Most people are inclined to stick with the status quo, and a seller’s job is to drive change, most people want to take their time with big decisions, and a seller’s job is to drive urgency. Most people want to develop a routine and adhere to it, and a seller’s job is to disrupt. Sellers are constantly running up against social constructs that make sense for everyone else around them, but not for the sellers themselves.


This is why people inherently feel uncomfortable with sales, and when asked about being a sales professional, so many people say things like, “oh, I could never see myself doing that”.


So how should we think about dealing with people we don’t click with and situations that are not suited for our goals?


It is so important for sellers to find a balance between the incentives and drives that will make the sales organization and the seller successful, and the realities and human nature of the buyer. This means that sellers must always be operating to satisfy two different realities at any given time. That is stressful, but it is eminently doable.


Sellers must be patient and impatient all at once. This means that sellers must be quick to respond, quick to schedule, quick to plan, and quick to act. They cannot have any patients for procrastination and action on their part, but they have to display a reasonable amount of patience when it comes to client activity.
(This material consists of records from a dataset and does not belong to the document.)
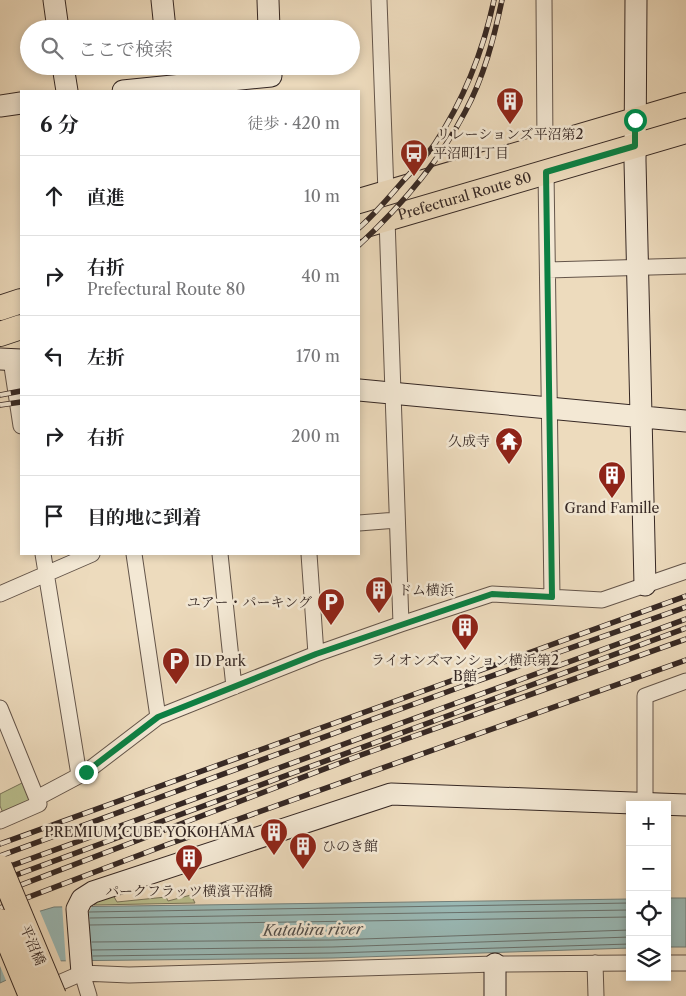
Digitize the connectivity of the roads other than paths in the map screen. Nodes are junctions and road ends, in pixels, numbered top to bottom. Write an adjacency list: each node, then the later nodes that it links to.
1 (54, 0): 7 (street)
2 (162, 0): 8 (street)
3 (268, 0): 9 (street)
4 (379, 0): 23 (street)
5 (544, 0): 20 (street)
6 (636, 0): 18 (street)
7 (57, 20)
8 (164, 20)
9 (269, 20)
10 (64, 75): 13 (street)
11 (272, 78): 12 (street)
12 (170, 81): 14 (street)
13 (67, 90)
14 (128, 90)
15 (20, 103): 17 (street)
16 (686, 105): 18 (main road, Prefectural Route 80)
17 (0, 106)
18 (635, 120): 20 (main road, Prefectural Route 80); 21 (street)
19 (686, 131): 21 (main road, Prefectural Route 80)
20 (545, 146): 23 (main road, Prefectural Route 80)
21 (635, 146): 22 (main road, Prefectural Route 80); 28 (street)
22 (546, 172): 25 (main road, Prefectural Route 80); 29 (street)
23 (386, 193): 24 (main road, Prefectural Route 80)
24 (360, 201)
25 (387, 219): 26 (main road, Prefectural Route 80); 34 (street)
26 (360, 227)
27 (686, 266): 28 (street)
28 (638, 267): 29 (street); 36 (street)
29 (548, 270): 35 (street)
30 (20, 301): 31 (main road)
31 (0, 308)
32 (11, 360): 37 (street)
33 (360, 390): 34 (street)
34 (393, 393): 35 (street); 39 (street)
35 (549, 409): 36 (street); 50 (street)
36 (642, 417): 38 (street); 48 (street)
37 (20, 419)
38 (686, 421)
39 (397, 520): 40 (street); 51 (street)
40 (360, 522)
41 (42, 555): 47 (street)
42 (90, 555): 47 (street)
43 (134, 555): 56 (street)
44 (220, 555): 54 (street)
45 (309, 555): 52 (street)
46 (686, 571): 48 (street)
47 (46, 574): 49 (street); 57 (street)
48 (645, 585): 50 (street)
49 (0, 594)
50 (552, 597): 51 (street)
51 (401, 624): 52 (street)
52 (316, 654): 54 (street)
53 (686, 681): 59 (street)
54 (234, 687): 56 (street)
55 (0, 708): 58 (street)
56 (158, 717): 57 (street)
57 (79, 775): 58 (street)
58 (37, 798): 63 (street)
59 (645, 801)
60 (626, 802): 71 (street)
61 (671, 804): 62 (street)
62 (686, 805)
63 (0, 821)
64 (0, 867): 73 (main road, 平沼橋, bridge)
65 (0, 921): 72 (main road, 平沼橋, bridge)
66 (595, 963): 67 (street); 70 (street); 76 (street)
67 (626, 963)
68 (671, 963): 69 (street)
69 (686, 963)
70 (495, 964): 71 (street); 75 (street)
71 (82, 973): 72 (street); 74 (street)
72 (30, 996)
73 (54, 996)
74 (89, 996)
75 (495, 996)
76 (596, 996)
For clients, the deal is not likely as high a priority as it is for the seller, but more importantly than that, the client has an entire buying organization that they have to work with to get things done, and any form of working with internal teams expends political capital. So, sellers cannot lose control and allow buyers to unnecessarily delay, but they must display patience and grace, and understand the buying organization and its potential delays.
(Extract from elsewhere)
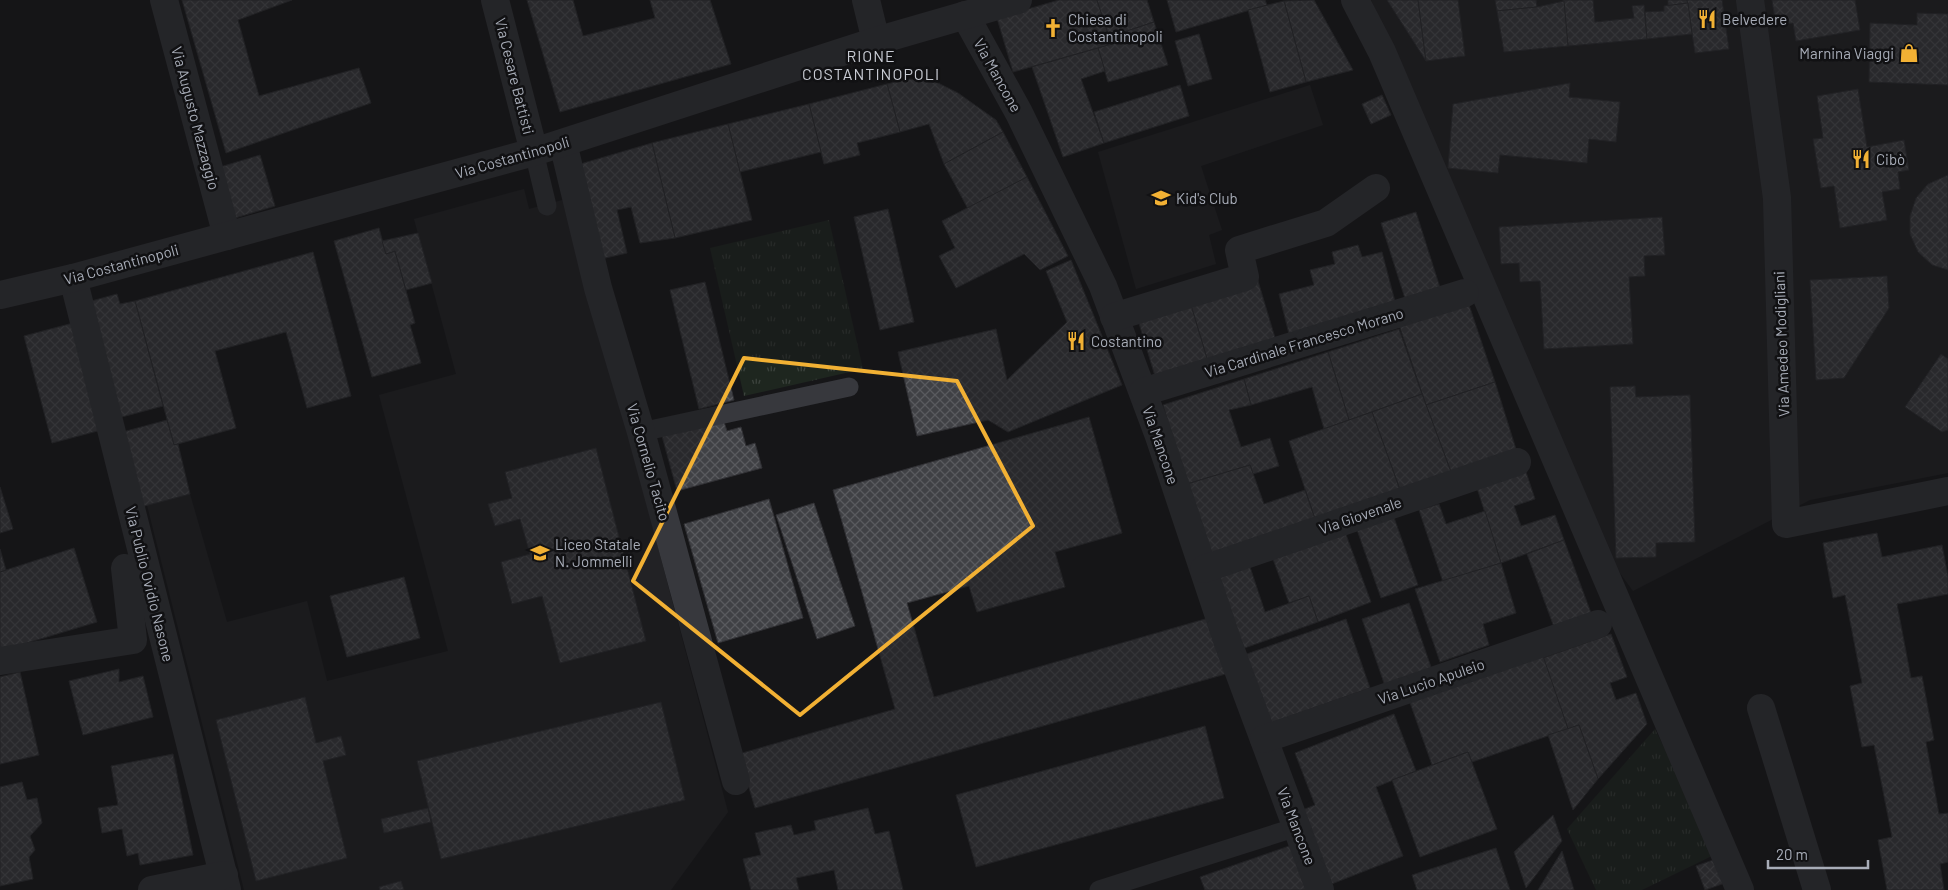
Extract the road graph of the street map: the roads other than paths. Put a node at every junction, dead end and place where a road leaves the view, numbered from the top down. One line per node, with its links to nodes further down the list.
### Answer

In the same way, sellers control their actions, but not the ultimate results, so making cold calls and taking action is something that sellers have to be impatient with themselves about, but getting deals closed is something that sellers should be patient with themselves about because they don’t control the final outcome. To sum it up, sellers must be impatient when it comes to expectations of action, and patient when it comes to expectations of results.


Sellers must have a routine, and be flexible all at once. Strength in life is rarely about conviction, it is about setting boundaries, and a framework for yourself and following through with the right actions when conviction wanes. In other words, it’s easy to have convictions, and commitments wane over time, but it’s the framework, and the boundaries that you put in place that allow you to continue doing the right things and being successful. Similarly, with clients, they are not in your routine, so, while it is of maximal importance to have a routine in order to make sure you do the things you need to do, you also must be willing to be flexible to meet clients needs without losing focus on the things that need to be done. To sum it up, sellers must have a routine to fall back on over time, but flexibility in the moment.


How you balance competing interests is a major factor in how successful you will be as a seller. There are two ways to erode the possibility of making a deal. If it is clear that your interests are more important than the buyer’s, then buyers will not trust you and will not want to interact with you. On the other hand, If it is clear that the buyer’s interests are more important, buyer’s won’t respect you and they will become trained to devalue you and, by extension, your products. When there is an understanding that you, as a seller, have value, the buyer, as a person, has value, your products have value, and the buyer’s money has value, and all of those levels of value are similar, that is when deals get done.